Let's go through some highlights:

  • So many friends – two years ago I did this thing, and knew nobody.
  • A t-shirt that fits – they run small, very small I remembered to go XXL
  • Talking of shirts, Mark gave me my new MTC shirt that I will wear at Tahoe
  • The moon – so bright early on during loop three
  • The storm – I loved the storm, the cooling rain the lightning, the thunder. I just turned my light off and enjoyed the show. It became so very dark. I remember one flash of lightning, where some guy just appeared maybe 6 feet ahead of me, it was very spooky just being only able to see more than a couple of feet only when the lightning flashed.
  • Charles Akers and Amy Surette getting their first 50 mile finishes. Awesomeness, lots of awesomeness
  • Frank Lilley plugging away, and getting the finish
  • The volunteers who couldn't do enough for me
  • So many other people running strong races
  • Stealing Mark's beer.
  • Bad day for electronics – my Garmin finally died after about 5000 miles of use. RIP. MY mp3 player also temporarily crapped out. So I listened to tree frogs for a while. That was OK, but it doesn't move me as much as some good old fashioned loud punk rock music.
  • Seeing no snakes.
  • Killing two deer fly in the last couple of miles
  • Pacer Amy taking me the last few miles fuelled on Fat Tire and Blue Moon ;)
  • Running smart and finishing the thing
  • My awesome finishers mug
So, to sum up, like every other MTC run I have done, this was a great event. It was good TRT training to run through the night, and I am pleased with how I approached the race. TRT has to be approached in the same manner, in that it is all about the finish, and the only way I will do that is to run smart and approach the race without being stupid.

Talking of stupid, I just signed up for the Chatooga 50k next weekend. Actually, that's probably smart.

Me at 46 miles (Thanks Ricky for the picture)

Monday, June 6, 2011

Bolloxing the Boogie......

..... is something best avoided.

It's Boogie week, and unlike last year, I am not going to pretend to be prepared.

I am not.

There will be no talk of PR's

Last year, overconfidence burdened me.

This year, I have no confidence.

Last year I Bolloxed The Boogie.

This year I will not. Probably.

Conquer the Cove Marathon

When I decided to not enter the Black Mountain Monster 24 hour race, it was because I didn't think I would get a decent training benefit from it. Sure, I would get a good long run whether I did 12 or 24. I also would get a night time run; all beneficial and will help me in my TRT prep.

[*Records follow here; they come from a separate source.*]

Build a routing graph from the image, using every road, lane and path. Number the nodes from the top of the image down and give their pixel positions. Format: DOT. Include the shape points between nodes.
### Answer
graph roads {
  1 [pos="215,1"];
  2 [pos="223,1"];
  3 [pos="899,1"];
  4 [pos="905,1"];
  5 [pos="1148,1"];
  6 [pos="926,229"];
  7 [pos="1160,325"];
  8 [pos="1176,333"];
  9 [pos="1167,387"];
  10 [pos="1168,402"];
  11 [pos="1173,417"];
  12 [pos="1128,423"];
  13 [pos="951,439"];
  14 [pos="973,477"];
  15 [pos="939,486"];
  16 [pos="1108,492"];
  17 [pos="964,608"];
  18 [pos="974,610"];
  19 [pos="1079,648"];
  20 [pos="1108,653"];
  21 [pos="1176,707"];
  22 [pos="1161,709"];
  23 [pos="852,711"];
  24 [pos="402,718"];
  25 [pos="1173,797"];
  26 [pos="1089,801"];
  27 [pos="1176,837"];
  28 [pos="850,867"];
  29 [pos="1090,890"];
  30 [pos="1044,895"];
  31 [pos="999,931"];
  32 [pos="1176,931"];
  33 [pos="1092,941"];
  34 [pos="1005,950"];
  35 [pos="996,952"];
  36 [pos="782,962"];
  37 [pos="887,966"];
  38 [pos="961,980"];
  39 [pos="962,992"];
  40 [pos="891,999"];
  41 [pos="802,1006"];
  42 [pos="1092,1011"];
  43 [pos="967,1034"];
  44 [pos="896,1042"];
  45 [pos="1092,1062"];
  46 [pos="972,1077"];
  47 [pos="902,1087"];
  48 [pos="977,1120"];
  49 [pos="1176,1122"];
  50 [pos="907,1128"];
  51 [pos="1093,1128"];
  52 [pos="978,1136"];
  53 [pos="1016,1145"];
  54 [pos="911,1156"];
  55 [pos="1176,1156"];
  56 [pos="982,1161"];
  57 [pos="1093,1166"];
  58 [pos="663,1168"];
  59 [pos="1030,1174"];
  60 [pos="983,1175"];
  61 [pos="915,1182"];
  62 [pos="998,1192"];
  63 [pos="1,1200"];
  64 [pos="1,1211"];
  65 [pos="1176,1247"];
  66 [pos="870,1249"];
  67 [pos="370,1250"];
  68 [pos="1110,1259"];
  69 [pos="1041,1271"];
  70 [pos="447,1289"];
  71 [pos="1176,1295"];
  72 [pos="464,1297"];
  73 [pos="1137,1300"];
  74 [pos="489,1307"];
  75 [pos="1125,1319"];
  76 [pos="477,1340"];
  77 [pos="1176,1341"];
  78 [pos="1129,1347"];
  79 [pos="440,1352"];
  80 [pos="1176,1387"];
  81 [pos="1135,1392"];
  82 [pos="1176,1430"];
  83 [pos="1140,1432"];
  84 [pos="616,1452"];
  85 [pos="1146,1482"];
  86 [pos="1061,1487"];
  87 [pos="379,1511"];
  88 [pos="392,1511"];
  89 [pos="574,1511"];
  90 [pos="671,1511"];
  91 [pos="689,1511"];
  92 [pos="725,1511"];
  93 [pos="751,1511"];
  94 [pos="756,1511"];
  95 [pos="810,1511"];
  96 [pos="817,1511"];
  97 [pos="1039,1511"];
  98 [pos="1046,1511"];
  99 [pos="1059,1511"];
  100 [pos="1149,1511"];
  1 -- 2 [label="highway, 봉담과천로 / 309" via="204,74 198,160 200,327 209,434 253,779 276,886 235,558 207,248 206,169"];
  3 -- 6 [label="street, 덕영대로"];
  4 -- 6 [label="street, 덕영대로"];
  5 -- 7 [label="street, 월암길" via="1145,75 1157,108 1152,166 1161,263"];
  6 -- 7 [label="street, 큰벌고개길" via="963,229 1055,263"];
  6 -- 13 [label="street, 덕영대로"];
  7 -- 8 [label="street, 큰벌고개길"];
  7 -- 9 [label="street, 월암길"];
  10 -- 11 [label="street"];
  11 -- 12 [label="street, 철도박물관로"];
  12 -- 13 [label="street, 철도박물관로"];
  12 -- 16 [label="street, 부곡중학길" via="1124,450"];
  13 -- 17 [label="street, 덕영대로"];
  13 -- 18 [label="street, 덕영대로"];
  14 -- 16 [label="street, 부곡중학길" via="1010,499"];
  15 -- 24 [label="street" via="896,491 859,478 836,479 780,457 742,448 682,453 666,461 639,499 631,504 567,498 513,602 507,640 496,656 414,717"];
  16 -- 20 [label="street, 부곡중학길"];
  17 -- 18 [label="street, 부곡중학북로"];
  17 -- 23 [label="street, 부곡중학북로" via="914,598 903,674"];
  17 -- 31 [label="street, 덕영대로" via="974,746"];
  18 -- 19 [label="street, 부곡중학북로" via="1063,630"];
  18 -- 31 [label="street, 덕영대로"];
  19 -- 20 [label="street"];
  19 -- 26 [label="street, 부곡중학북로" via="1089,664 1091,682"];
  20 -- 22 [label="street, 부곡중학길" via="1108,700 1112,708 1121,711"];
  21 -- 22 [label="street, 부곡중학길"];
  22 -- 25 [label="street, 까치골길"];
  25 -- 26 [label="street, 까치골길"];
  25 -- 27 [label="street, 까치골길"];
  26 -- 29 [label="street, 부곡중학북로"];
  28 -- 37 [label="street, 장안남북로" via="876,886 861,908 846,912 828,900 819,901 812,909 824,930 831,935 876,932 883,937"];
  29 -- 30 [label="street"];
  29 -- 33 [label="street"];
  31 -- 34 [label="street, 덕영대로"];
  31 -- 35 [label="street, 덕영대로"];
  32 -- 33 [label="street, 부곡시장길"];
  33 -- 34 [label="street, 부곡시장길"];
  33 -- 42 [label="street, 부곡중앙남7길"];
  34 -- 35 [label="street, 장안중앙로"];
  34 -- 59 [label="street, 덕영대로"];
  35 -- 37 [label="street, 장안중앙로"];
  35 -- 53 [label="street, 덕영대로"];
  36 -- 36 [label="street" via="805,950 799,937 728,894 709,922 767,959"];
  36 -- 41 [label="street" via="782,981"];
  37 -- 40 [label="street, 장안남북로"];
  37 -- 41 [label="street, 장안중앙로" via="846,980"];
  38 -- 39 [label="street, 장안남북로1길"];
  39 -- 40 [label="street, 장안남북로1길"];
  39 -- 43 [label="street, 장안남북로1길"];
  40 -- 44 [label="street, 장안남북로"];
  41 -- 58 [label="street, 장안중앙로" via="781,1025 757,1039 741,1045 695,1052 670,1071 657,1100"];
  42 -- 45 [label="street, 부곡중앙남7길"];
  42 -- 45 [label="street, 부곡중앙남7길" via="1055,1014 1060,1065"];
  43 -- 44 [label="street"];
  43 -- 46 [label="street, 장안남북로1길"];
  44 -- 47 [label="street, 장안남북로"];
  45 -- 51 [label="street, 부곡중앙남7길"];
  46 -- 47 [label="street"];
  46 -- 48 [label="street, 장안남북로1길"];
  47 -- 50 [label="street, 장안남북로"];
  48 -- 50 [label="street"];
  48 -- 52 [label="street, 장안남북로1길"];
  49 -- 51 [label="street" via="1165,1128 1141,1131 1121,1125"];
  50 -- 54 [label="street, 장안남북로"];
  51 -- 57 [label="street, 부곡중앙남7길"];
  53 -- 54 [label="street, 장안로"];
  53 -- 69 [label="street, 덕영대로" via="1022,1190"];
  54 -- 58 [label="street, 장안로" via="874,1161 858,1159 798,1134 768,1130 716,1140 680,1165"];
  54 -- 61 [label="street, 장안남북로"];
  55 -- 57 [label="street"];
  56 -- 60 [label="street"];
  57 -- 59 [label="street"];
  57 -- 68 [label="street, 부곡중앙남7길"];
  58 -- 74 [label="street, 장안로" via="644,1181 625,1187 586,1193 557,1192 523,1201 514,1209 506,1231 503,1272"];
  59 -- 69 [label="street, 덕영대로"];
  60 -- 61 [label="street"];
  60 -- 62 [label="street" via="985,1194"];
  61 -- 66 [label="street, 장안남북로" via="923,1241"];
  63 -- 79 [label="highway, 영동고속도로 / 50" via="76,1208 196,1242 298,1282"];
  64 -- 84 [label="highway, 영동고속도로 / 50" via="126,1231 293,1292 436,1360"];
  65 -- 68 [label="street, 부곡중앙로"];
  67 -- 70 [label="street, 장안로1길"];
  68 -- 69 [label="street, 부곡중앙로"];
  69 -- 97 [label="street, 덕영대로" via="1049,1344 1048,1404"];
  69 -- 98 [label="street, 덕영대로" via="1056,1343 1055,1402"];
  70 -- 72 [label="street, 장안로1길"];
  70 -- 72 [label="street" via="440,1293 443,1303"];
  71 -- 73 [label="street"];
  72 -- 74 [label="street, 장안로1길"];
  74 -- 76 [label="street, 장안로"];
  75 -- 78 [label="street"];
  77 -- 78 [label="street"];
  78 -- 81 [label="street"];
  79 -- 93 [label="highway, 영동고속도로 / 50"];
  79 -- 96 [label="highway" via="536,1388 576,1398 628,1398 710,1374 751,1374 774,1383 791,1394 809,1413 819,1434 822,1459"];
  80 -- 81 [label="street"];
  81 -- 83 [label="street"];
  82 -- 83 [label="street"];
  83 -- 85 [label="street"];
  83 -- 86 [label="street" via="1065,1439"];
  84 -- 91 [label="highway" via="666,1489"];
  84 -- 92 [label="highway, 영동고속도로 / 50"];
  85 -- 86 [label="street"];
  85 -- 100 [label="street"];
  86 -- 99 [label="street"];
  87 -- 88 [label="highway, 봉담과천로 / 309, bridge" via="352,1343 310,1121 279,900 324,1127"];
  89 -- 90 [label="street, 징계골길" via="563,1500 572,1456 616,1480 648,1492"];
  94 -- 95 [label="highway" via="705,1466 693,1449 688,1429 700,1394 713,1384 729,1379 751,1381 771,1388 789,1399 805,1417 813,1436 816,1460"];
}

But I need mountains. I need to work on climbing, and I need to work on surviving quad busting descents.

So when a friend suggested Conquer the Cove marathon in Roanoke VA, after my initial "Oh, how cute" thought, a look at the elevation profile told me this is just the kind of run that I need. There are two solid climbs (and subsequent descents), and lots of single track. Perfect. The weather promised to be hot too. Excellent.

The race itself is an inaugural event put on by the Roanoke VA Mountain Junkies.

The race itself was awesome, after the first mile, we went straight into a single track 2 mile or so climb. Rolling hills, about 80% single track until mile 18, followed by a three mile, 1000 ft climb, and then a quad busting single track descent with a few more rolling hills took us to the finish. It was very nice of the sun to come from behind the clouds and start beating down on me just as I was

The aidstations were wonderfully stocked, spaced nicely, and manned by terrific volunteers. "Organic Chocolate with Sea Salt" is awesome. So are shop towels soaked in ice water, a very nice touch.

This is an impressive race, thoroughly enjoyable, and I recommend it.

My finish time was 5:37. Happy with that considering the 3200 ft of elevation gain, although I didn't really set any time goals.

What was particularly encouraging was the speed of recovery. My leg muscles were practically fine within a few minutes of the finish, and certainly by the time I got home there was no soreness at all. 24 hours later, and I cannot tell that I had run a marathon the day before.

Keep plugging away at the hills Jimbo. TRT is just 39 days away.